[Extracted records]

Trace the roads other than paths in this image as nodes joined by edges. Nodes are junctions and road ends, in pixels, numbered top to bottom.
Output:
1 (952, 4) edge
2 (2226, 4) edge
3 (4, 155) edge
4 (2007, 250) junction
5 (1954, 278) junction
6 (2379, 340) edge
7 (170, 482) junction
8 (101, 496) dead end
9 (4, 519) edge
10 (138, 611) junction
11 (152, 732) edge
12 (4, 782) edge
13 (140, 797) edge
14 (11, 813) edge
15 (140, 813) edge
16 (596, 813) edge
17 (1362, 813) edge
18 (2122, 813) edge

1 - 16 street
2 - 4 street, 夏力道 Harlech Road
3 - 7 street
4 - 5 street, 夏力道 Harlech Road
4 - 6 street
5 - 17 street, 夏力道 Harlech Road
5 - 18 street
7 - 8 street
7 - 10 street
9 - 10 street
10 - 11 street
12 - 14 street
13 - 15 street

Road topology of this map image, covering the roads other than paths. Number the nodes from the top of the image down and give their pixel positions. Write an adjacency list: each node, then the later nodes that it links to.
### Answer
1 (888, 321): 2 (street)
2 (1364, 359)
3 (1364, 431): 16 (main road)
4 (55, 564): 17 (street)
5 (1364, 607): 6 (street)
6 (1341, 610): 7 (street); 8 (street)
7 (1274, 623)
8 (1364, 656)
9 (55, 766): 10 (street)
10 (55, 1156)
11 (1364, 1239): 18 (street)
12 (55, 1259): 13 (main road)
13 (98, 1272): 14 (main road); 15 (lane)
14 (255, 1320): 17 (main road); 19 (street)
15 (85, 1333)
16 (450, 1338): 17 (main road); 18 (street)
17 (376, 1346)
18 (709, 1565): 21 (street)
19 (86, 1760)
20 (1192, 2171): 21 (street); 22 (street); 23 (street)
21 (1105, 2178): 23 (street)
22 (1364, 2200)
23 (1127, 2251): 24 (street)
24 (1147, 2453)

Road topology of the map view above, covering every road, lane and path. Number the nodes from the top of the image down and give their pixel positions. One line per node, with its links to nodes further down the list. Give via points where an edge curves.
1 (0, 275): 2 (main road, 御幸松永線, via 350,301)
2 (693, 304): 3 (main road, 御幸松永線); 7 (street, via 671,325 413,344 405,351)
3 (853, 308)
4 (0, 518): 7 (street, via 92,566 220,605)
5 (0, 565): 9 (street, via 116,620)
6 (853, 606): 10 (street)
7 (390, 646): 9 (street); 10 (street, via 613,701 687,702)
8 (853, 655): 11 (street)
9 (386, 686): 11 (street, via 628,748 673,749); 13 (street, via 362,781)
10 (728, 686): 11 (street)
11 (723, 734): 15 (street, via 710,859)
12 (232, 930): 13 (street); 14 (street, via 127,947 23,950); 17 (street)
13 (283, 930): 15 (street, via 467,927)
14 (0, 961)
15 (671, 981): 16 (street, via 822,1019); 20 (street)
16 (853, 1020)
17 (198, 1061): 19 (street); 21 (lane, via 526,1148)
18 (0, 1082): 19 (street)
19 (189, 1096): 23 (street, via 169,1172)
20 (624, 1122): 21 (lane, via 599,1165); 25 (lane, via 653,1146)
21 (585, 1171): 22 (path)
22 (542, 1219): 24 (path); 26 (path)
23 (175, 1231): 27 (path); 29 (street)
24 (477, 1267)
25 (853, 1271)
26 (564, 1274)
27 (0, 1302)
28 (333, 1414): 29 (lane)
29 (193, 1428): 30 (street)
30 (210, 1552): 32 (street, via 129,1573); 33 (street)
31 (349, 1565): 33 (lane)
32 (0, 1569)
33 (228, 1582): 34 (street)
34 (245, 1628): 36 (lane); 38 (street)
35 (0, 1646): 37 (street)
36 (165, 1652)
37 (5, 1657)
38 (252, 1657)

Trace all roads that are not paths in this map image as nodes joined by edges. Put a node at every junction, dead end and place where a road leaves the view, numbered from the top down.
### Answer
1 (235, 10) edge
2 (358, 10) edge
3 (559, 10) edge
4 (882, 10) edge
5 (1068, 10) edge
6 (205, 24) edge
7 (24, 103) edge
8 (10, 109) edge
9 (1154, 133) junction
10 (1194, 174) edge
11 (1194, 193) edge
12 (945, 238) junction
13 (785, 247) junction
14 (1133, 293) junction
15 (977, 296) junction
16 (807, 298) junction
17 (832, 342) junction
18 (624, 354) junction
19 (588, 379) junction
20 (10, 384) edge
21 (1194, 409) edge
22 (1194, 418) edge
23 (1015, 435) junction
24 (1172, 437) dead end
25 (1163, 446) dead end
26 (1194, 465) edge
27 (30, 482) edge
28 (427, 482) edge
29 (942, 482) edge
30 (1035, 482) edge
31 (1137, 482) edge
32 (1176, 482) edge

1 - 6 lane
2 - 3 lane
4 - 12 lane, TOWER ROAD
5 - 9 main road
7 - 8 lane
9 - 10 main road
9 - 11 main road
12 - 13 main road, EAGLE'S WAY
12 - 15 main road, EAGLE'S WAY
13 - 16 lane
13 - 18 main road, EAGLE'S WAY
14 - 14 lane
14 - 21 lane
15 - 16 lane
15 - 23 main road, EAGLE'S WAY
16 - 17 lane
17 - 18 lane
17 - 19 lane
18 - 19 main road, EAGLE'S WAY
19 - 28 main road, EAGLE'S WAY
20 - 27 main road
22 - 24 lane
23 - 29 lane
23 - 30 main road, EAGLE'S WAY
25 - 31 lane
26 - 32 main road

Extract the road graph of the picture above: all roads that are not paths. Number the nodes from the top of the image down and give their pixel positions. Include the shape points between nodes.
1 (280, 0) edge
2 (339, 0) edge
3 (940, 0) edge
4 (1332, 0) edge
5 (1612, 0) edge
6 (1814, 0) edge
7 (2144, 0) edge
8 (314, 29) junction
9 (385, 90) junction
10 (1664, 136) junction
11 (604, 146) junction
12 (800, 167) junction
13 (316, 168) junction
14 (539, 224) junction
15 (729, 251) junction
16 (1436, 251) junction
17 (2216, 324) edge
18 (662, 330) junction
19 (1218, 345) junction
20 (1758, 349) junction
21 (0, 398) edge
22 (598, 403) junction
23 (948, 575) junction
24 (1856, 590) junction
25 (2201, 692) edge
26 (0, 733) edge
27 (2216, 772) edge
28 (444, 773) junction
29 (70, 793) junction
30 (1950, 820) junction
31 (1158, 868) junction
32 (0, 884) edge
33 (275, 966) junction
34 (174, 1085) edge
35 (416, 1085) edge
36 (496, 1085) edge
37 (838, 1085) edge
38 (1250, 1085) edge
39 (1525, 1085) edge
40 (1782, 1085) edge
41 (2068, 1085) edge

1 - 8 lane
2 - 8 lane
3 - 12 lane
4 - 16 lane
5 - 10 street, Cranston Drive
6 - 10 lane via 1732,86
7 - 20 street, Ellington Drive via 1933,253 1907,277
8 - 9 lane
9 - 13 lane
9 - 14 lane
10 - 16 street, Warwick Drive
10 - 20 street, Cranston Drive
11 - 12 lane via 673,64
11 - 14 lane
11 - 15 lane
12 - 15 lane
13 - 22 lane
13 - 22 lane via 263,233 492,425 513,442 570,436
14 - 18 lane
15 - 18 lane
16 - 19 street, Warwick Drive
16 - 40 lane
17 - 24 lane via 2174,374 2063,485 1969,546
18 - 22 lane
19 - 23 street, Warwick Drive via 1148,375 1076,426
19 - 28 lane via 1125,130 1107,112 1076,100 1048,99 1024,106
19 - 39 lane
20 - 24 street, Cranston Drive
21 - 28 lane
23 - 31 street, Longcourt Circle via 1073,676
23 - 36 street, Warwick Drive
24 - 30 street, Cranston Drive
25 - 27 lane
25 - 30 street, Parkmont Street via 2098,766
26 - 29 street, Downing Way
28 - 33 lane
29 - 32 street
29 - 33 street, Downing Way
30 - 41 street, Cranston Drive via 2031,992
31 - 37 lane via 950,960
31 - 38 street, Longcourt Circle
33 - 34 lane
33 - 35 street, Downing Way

▸ Problem requirements
Please copy exactly the lines from the first line of the records above through the line containing "Road topology of this", including both, and nothing more.

▸ Result
Trace the roads other than paths in this image as nodes joined by edges. Nodes are junctions and road ends, in pixels, numbered top to bottom.
Output:
1 (952, 4) edge
2 (2226, 4) edge
3 (4, 155) edge
4 (2007, 250) junction
5 (1954, 278) junction
6 (2379, 340) edge
7 (170, 482) junction
8 (101, 496) dead end
9 (4, 519) edge
10 (138, 611) junction
11 (152, 732) edge
12 (4, 782) edge
13 (140, 797) edge
14 (11, 813) edge
15 (140, 813) edge
16 (596, 813) edge
17 (1362, 813) edge
18 (2122, 813) edge

1 - 16 street
2 - 4 street, 夏力道 Harlech Road
3 - 7 street
4 - 5 street, 夏力道 Harlech Road
4 - 6 street
5 - 17 street, 夏力道 Harlech Road
5 - 18 street
7 - 8 street
7 - 10 street
9 - 10 street
10 - 11 street
12 - 14 street
13 - 15 street

Road topology of this map image, covering the roads other than paths. Number the nodes from the top of the image down and give their pixel positions. Write an adjacency list: each node, then the later nodes that it links to.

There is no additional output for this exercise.